If the trade barriers were still up that would make manufacturing in China uneconomical, then Apple would start a massive training program to train those engineers in America. Apple didn't do that program because it didn't need to, it could find them in China at a cost of 20-to-1. Compare that to Intel, a company that keeps their production in the US, which has invested in programs to train engineers in America.

If capital can move freely it will choose the cheapest available workforce, and it can't find that workforce it will train it in the cheapest possible location. It will then reimport goods manufactured with the lowest-investment workforce into the highest-profitable markets to sell it.
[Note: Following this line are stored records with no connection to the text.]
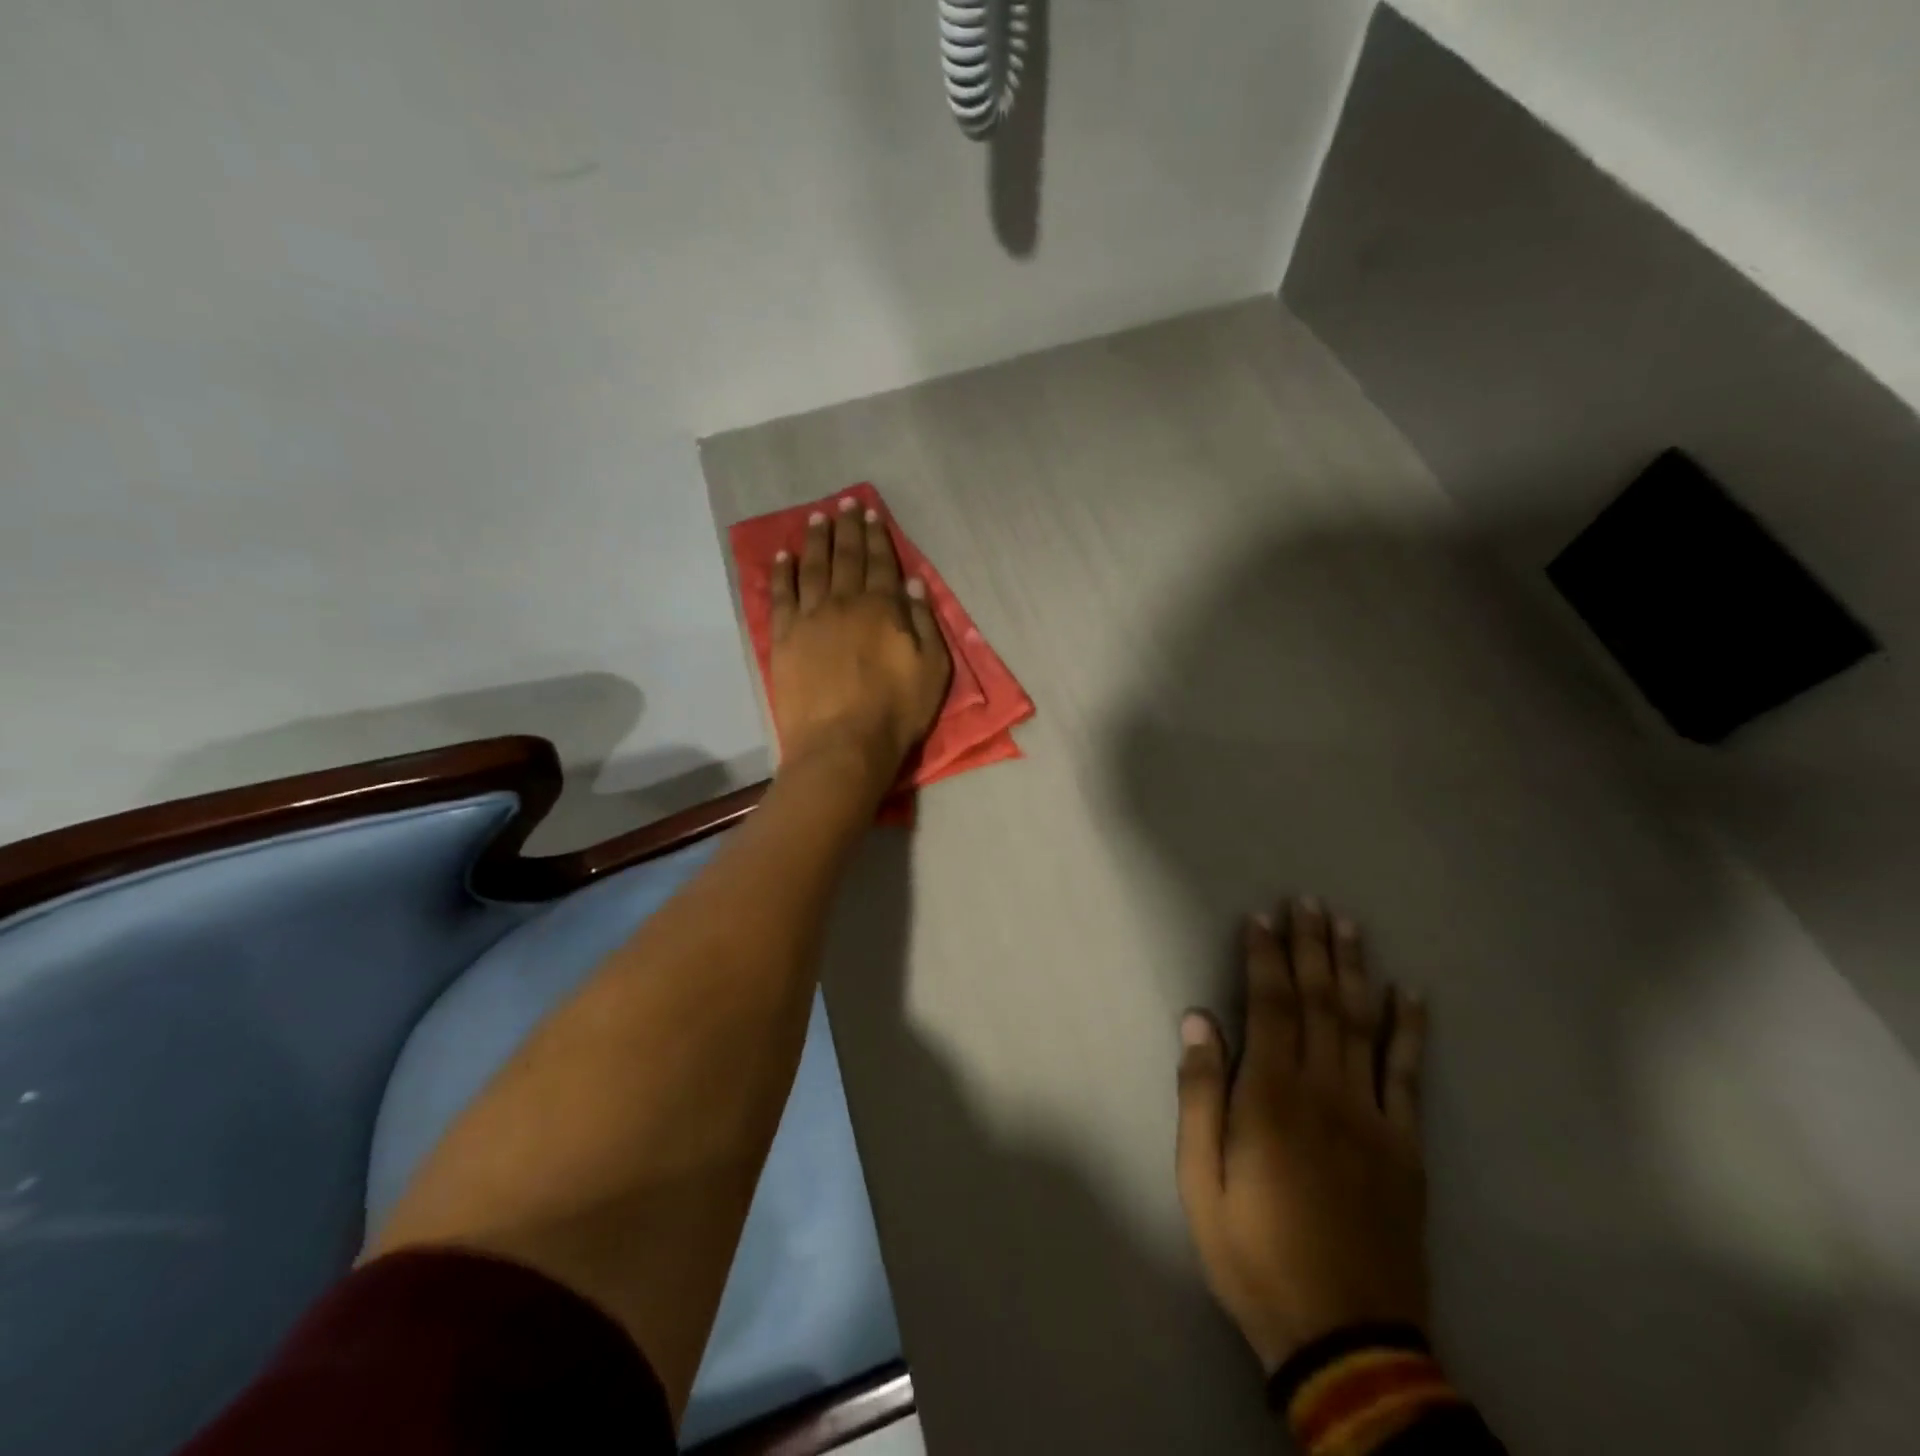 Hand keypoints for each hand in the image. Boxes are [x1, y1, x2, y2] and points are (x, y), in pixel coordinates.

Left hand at [769, 497, 951, 784]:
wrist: (842, 744)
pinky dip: (782, 573)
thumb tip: (912, 584)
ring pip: (813, 568)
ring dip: (816, 541)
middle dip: (847, 528)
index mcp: (883, 609)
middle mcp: (845, 603)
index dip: (877, 537)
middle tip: (845, 503)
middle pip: (846, 557)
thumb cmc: (895, 712)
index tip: (871, 514)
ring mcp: (811, 618)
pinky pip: (782, 595)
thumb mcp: (931, 670)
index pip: (881, 564)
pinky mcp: (785, 638)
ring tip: (817, 518)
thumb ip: (924, 623)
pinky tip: (783, 556)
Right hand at [1176, 898, 1430, 1373]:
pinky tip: (1410, 995)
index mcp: (1271, 1097)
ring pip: (1363, 1024)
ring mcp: (1373, 1116)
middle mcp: (1325, 1091)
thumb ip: (1200, 1095)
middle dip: (1311, 947)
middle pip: (1319, 1002)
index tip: (1260, 918)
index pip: (1269, 1005)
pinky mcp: (1405, 1146)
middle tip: (1308, 902)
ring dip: (1354, 970)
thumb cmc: (1254, 1254)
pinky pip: (1408, 1074)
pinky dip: (1409, 1029)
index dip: (1264, 957)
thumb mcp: (1200, 1181)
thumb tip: (1197, 1019)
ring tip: (1349, 926)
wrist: (1346, 1340)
Because free trade.

So even though automation is part of the story the destruction of trade barriers also has another effect, which is the removal of incentives for capital to invest in labour training. And that's the origin of the barista economy that people keep complaining about - businesses have no reason to invest in America anymore to manufacture their goods. They absorb the highly educated workforce paid for with a lot of public money, and they benefits from it, while reinvesting as little as possible in the economy and dodging as many taxes as they can.
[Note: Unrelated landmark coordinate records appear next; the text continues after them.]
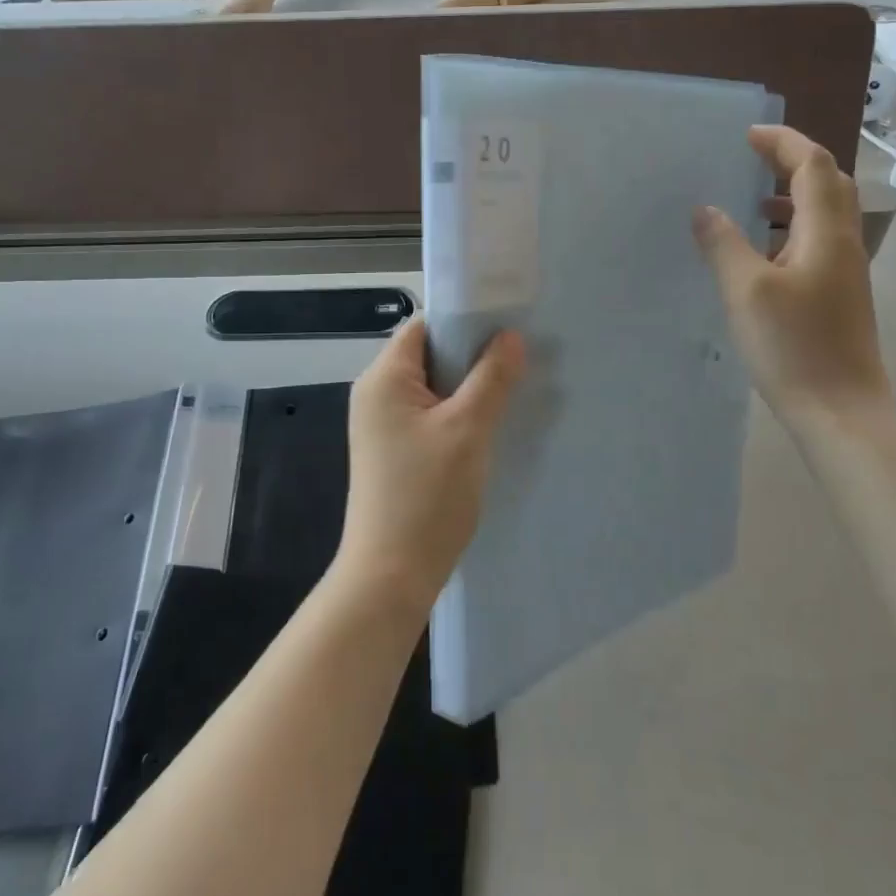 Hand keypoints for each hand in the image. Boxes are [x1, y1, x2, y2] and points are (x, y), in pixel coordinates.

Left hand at [338, 318, 525, 610]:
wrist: (391, 574)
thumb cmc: (427, 495)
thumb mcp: (468, 430)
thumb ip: (492, 378)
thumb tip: (511, 337)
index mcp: (384, 378)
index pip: (424, 327)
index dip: (464, 321)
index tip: (508, 324)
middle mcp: (376, 394)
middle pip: (429, 355)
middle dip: (472, 355)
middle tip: (519, 358)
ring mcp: (382, 425)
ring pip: (433, 387)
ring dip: (469, 386)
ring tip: (511, 388)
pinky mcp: (394, 451)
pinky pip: (430, 415)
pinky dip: (458, 412)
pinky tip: (489, 423)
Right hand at [692, 125, 889, 421]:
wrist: (841, 412)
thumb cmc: (794, 347)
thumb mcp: (746, 291)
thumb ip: (723, 244)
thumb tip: (704, 209)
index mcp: (827, 232)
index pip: (812, 164)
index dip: (782, 141)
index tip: (746, 135)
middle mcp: (844, 244)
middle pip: (827, 183)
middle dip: (791, 162)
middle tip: (751, 159)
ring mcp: (846, 272)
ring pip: (824, 215)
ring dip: (791, 196)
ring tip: (751, 201)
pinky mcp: (839, 297)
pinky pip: (817, 243)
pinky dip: (791, 230)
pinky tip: (760, 254)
Is there any example of property rights existing without the monopoly of force by a government ?
I would say yes, historically and presently in various "unowned" regions like international waters and more importantly in "cross-border" exchanges where parties to a trade generate some system of property trust due to the fact that recourse to the government of the "other" country is impossible. (Here we get into the thorny question of whether self-defending individuals/organizations are themselves governments, and so forth.)

But that's not the main point that most economists are making (except the rather unusual anarcho-capitalists like Rothbard and the like.) The point is that there are property rights that are more or less in accordance with certain aspects of reality, and attempts by governments (or indeed private actors) to enforce property rights at odds with physical and informational reality is going to cause serious problems. For example, if a system of property rights says that nobody can own title to exclusive use of land or water, then I've set up a system where the inevitability of needing to physically occupy some land or water conflicts with the impossibility of acquiring stable property in it. Conversely, if a system of property rights says that the first person to speak and claim a phrase owns all rights to it forever (like some super-copyright), then it's just made normal language extremely cumbersome. The primary point of economists in the whole Menger-Hayek-Mises-Hazlitt meta-tradition is that while a government of some kind is probably inevitable, it should recognize that appropriate property rights depend on certain properties of the things themselves, and not arbitrarily defined by the government. (This is a sort of compact way of saying "property rights need to be defined differently between private goods, public goods, club goods and pool goods, due to their actual physical differences.)

International waters are still subject to the rule of law of "states" that exist on land. Unless you plan to live your whole life on sea you have to dock somewhere.

Also these people are only respecting the rules they have already interiorised from living in developed economies. If you look at history, individual private property does not show up as something innate. Tribes owned areas and fought for them, but they didn't have much individual property within themselves (neither did they have barter economies).